I’m not that fast any more

“not fast” is better than “slow”, so I think I’m making progress, better than before.

Updates:

  • I moved to proxmox which gives me better VM performance so that I can have more VMs for my test, it did take me some time to dig out a usable solution. Now I’m running 4 VMs so I can test fail-over and bootstrap etc.
  • I moved to Python since PHP is not that popular now especially in all these new technology, I’m a code-by-sample guy, so while the whole world is writing codes in Java, Ruby, and Python, I don’t have many choices. I picked Python because I don’t want to run things like Tomcat, and built-in web servers does not convince me (I’m talking about Ruby).
  • I’ve done some simple tests but dealing with columns, etc., the test environment gives me reasonable performance number – 8ms per read/write.
  • I’m still learning Python and its web stuffs, seems not that hard to catch up though. I’m using web.py which seems to be the lightest framework, I may be wrong but I don’t want to dig in more at this moment.

To-do list:

  • I need to figure out if Ubuntu is still the way to go for my virtualization environment, I’m worrying proxmox is not a major player in this area so it may ruin my long term plan.
  • I need to find out if there is any other better HTTP server, “better” here means: light, support wsgi.
  • I’m going to compose some test scripts dealing with super column, which is what I need to use for the statistic project.
  • Revisit original design, both schema and work flow may have some changes.

I would like to say, everything is on the track, though I’m not that fast. I will post updates after this thanks giving as I doubt if I will have time coding during the holiday.

Late night … some progress

I’ve made some progress, I want to write it down here so that I can follow up tomorrow (actually, today):

  • Python is not that easy, but it is not that difficult, I’ve decided to use wsgi plus web.py to do my web development, I think wsgi is the right way to go, but web.py is still a question mark – I picked it up just because it is simple
  • Tuned Apache configuration to make it support wsgi/web.py, actually I was thinking of finding something else which will be lighter, I still need to do some more research on that but since I’m using wsgi so I don’t think changing web server will affect anything, other than deployment.
  • I found a place to host subversion, freely. Using version control can easily track changes, and remote repository will make sure my stuffs are safe.

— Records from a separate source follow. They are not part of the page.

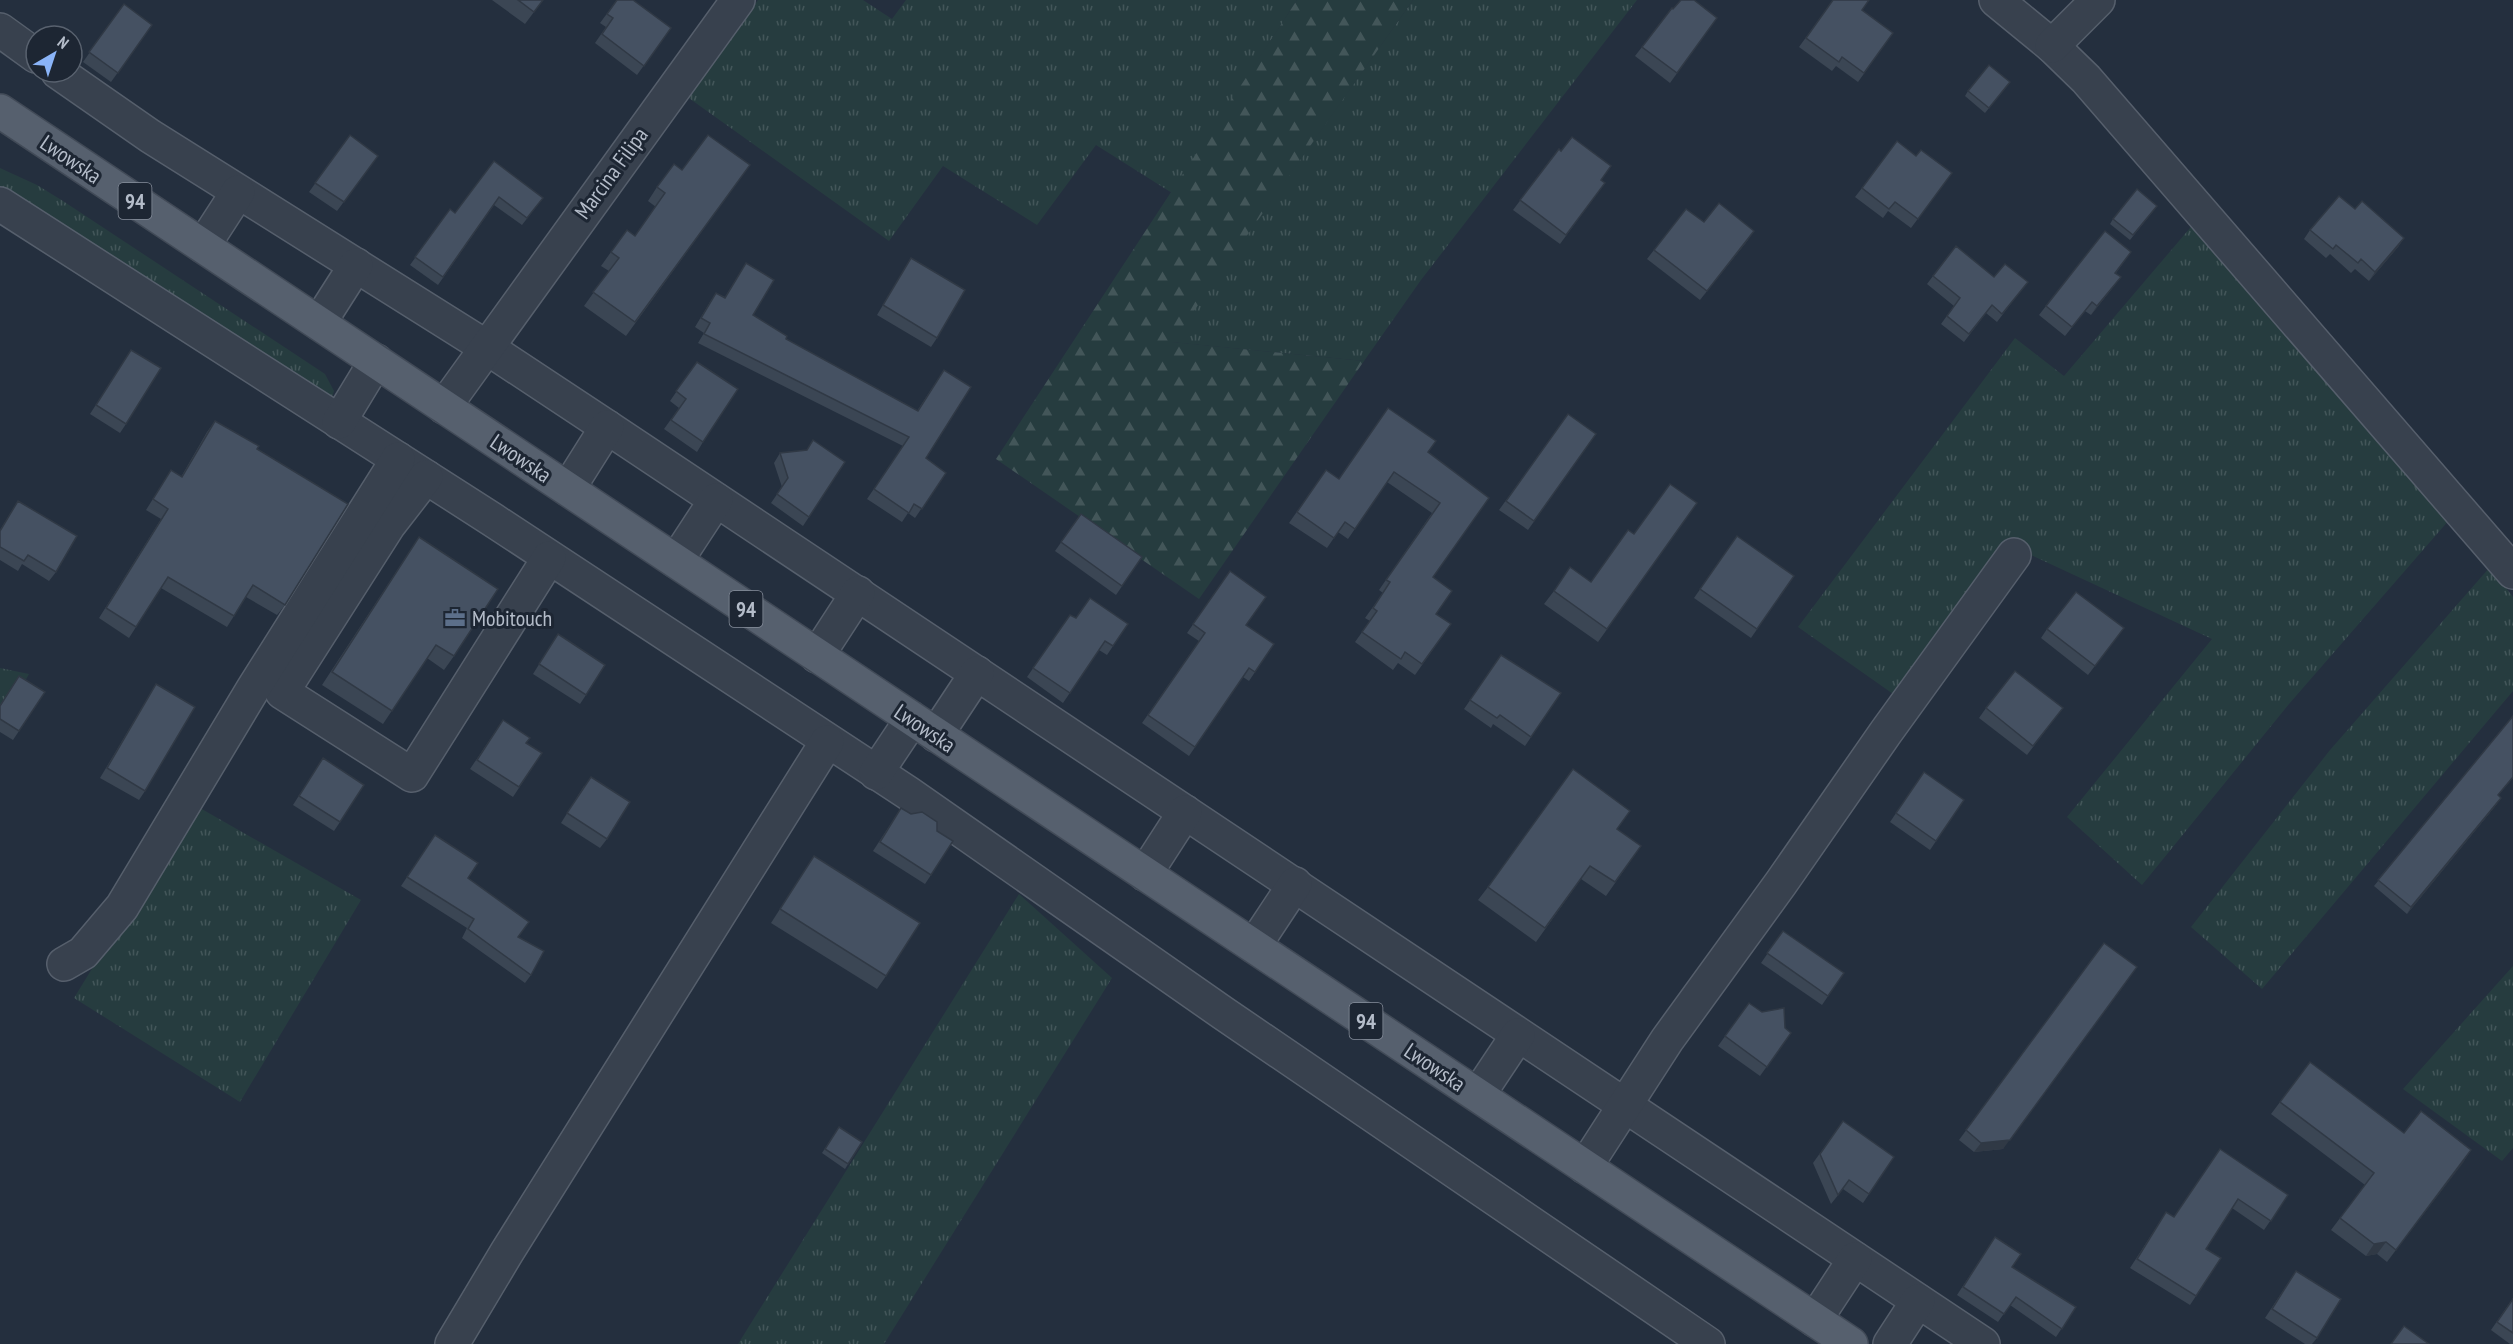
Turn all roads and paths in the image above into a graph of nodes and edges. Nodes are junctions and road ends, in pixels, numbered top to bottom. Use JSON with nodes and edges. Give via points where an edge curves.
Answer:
{"nodes":[{"id":1,"x":738,"y":0,"type":"edge"},
{"id":2,"x":1995,"y":0,"type":"edge"},
{"id":3,"x":2098,"y":0,"type":"edge"},
{"id":4,"x":0,"y":30,"type":"edge"},
{"id":5,"x":2052,"y":46,"type":"junction"},
{"id":6,"x":24,"y":47,"type":"edge"},
{"id":7,"x":76,"y":84,"type":"edge"},
{"id":8,"x":0,"y":111,"type":"edge"},
{"id":9,"x":238,"y":192,"type":"junction"},
{"id":10,"x":0,"y":204,"type":"edge"},
{"id":11,"x":203,"y":246,"type":"junction"},
{"id":12,"x":356,"y":265,"type":"junction"},
{"id":13,"x":319,"y":323,"type":"junction"},
{"id":14,"x":486,"y":347,"type":"junction"},
{"id":15,"x":376,"y":361,"type":"junction"},
{"id":16,"x":444,"y":407,"type":"junction"},
{"id":17,"x":339,"y":422,"type":"junction"},
{"id":18,"x":607,"y":427,"type":"junction"},
{"id":19,"x":398,"y":459,"type":"junction"},
{"id":20,"x":426,"y":477,"type":"junction"},
{"id":21,"x":568,"y":489,"type":"junction"},
{"id":22,"x":716,"y":500,"type":"junction"},
{"id":23,"x":2014,"y":555,"type":"dead end"},
{"id":24,"x":549,"y":558,"type":"junction"},
{"id":25,"x":676,"y":561,"type":"junction"},
{"id":26,"x":2513,"y":572,"type":"edge"},
{"id":27,"x":858,"y":593,"type":"junction"},
{"id":28,"x":817,"y":656,"type":"junction"},
{"id":29,"x":977,"y":673,"type":"junction"},
{"id":30,"x":924,"y":727,"type":"junction"},
{"id":31,"x":827,"y":742,"type":"junction"},
{"id":32,"x":876,"y":773,"type":"junction"},
{"id":33,"x":1185,"y":812,"type":"junction"},
{"id":34,"x":1145,"y":874,"type":"junction"},
{"id":35,"x":1295,"y":884,"type":"junction"},
{"id":36,"x":1254,"y":946,"type":"junction"},
{"id":37,"x":64,"y":963,"type":"dead end"},
{"id":38,"x":1518,"y":1035,"type":"junction"},
{"id":39,"x":1478,"y":1095,"type":"junction"},
{"id":40,"x":1625,"y":1106,"type":"junction"},
{"id":41,"x":1586,"y":1167,"type":"junction"},
{"id":42,"x":1855,"y":1259,"type":"junction"},
{"id":43,"x":1918,"y":1301,"type":"junction"},
{"id":44,"x":1815,"y":1320,"type":"junction"},
{"id":45,"x":452,"y":1344,"type":"edge"},
{"id":46,"x":1708,"y":1344,"type":"edge"},
{"id":47,"x":1851,"y":1344,"type":"edge"},
{"id":48,"x":1890,"y":1344,"type":"edge"},
{"id":49,"x":1983,"y":1344,"type":"edge"}],
"edges":[{"from":1,"to":14,"type":"street","name":"Marcina Filipa"},
{"from":2,"to":5,"type":"street"},
{"from":3,"to":5,"type":"street"},
{"from":4,"to":6,"type":"street"},
{"from":5,"to":26,"type":"street","via":[[2095,89]]},
{"from":7,"to":9,"type":"street"},
{"from":8,"to":11,"type":"main road","name":"Lwowska","number":"94"},
{"from":9,"to":11,"type":"street"},
{"from":9,"to":12,"type":"street"},
{"from":10,"to":17,"type":"street"},
{"from":11,"to":13,"type":"main road","name":"Lwowska","number":"94"},
{"from":12,"to":13,"type":"street"},
{"from":12,"to":14,"type":"street"},
{"from":13,"to":15,"type":"main road","name":"Lwowska","number":"94"},
{"from":14,"to":16,"type":"street","name":"Marcina Filipa"},
{"from":14,"to":18,"type":"street"},
{"from":15,"to":16,"type":"main road","name":"Lwowska","number":"94"},
{"from":15,"to":17,"type":"street"},
{"from":16,"to":21,"type":"main road","name":"Lwowska","number":"94"},
{"from":17,"to":19,"type":"street"},
{"from":18,"to":21,"type":"street"},
{"from":18,"to":22,"type":"street"},
{"from":19,"to":20,"type":"street"},
{"from":19,"to":37,"type":"street","via":[[122,907],[83,953]]},
{"from":20,"to":24,"type":"street"},
{"from":20,"to":24,"type":"street","via":[[388,526],[282,692],[412,775]]},
{"from":21,"to":25,"type":"main road","name":"Lwowska","number":"94"},
{"from":22,"to":25,"type":"street"},
{"from":22,"to":27,"type":"street"},
{"from":23,"to":40,"type":"street"},
{"from":24,"to":31,"type":"street"},
{"from":25,"to":28,"type":"main road","name":"Lwowska","number":"94"},
{"from":27,"to":28,"type":"street"},
{"from":27,"to":29,"type":"street"},
{"from":28,"to":30,"type":"main road","name":"Lwowska","number":"94"},
{"from":29,"to":30,"type":"street"},
{"from":29,"to":33,"type":"street"},
{"from":30,"to":32,"type":"street"},
{"from":30,"to":34,"type":"main road","name":"Lwowska","number":"94"},
{"from":31,"to":32,"type":"street"},
{"from":31,"to":45,"type":"street"},
{"from":32,"to":46,"type":"street"},
{"from":33,"to":34,"type":"street"},
{"from":33,"to":35,"type":"street"},
{"from":34,"to":36,"type":"main road","name":"Lwowska","number":"94"},
{"from":35,"to":36,"type":"street"},
{"from":35,"to":38,"type":"street"},
{"from":36,"to":39,"type":"main road","name":"Lwowska","number":"94"},
{"from":38,"to":39,"type":"street"},
{"from":38,"to":40,"type":"street"},
{"from":39,"to":41,"type":"main road","name":"Lwowska","number":"94"},
{"from":40,"to":41,"type":"street"},
{"from":40,"to":42,"type":"street"},
{"from":41,"to":44,"type":"main road","name":"Lwowska","number":"94"},
{"from":42,"to":43,"type":"street"},
{"from":42,"to":44,"type":"street"},
{"from":43,"to":48,"type":"street"},
{"from":43,"to":49,"type":"street"},
{"from":44,"to":47,"type":"main road","name":"Lwowska","number":"94"}]}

Free service does not guarantee 100% reliability, but thinking of I have local copy already, it’s acceptable

Changes …

Here is the deal – I decided to drop PHP and moving to Python, so that I can spend less time on dealing with less-supported PHP (in this nosql wave), I’ve removed PHP from all dev/test environments and wish I won’t come back later.

Actually I’ve made PHP works, but I’m just not feeling well as not many people are using PHP and it seems hard to seek help whenever needed. Also, seems setting up Python with Apache (through wsgi) is not that difficult. It could be a good chance to lear Python as well, though I did some PyS60 a while ago (for Jabber on E90).

BTW, I’ve upgraded all Fedora instances (3 of them) to Fedora 12, so far so good.

How to build Thrift

Finally I had to build my own instead doing package installation, and building Thrift is not that difficult (after you go through it once …).

You definitely need to read requirements for building Thrift, but things are not quite clear at the first glance, dependency list is not clear, so here are what I installed before “./bootstrap.sh; ./configure; make; sudo make install”, note that this is the package list for Fedora, but it should be similar to Ubuntu:

  • subversion
  • gcc-g++
  • java-1.6.0-openjdk-devel
  • perl-devel
  • python-devel
  • php-devel
  • mono-devel
  • boost-devel
  • libtool
  • bison
  • flex
  • perl-ExtUtils-MakeMaker

After all these installed, it will work like a chime.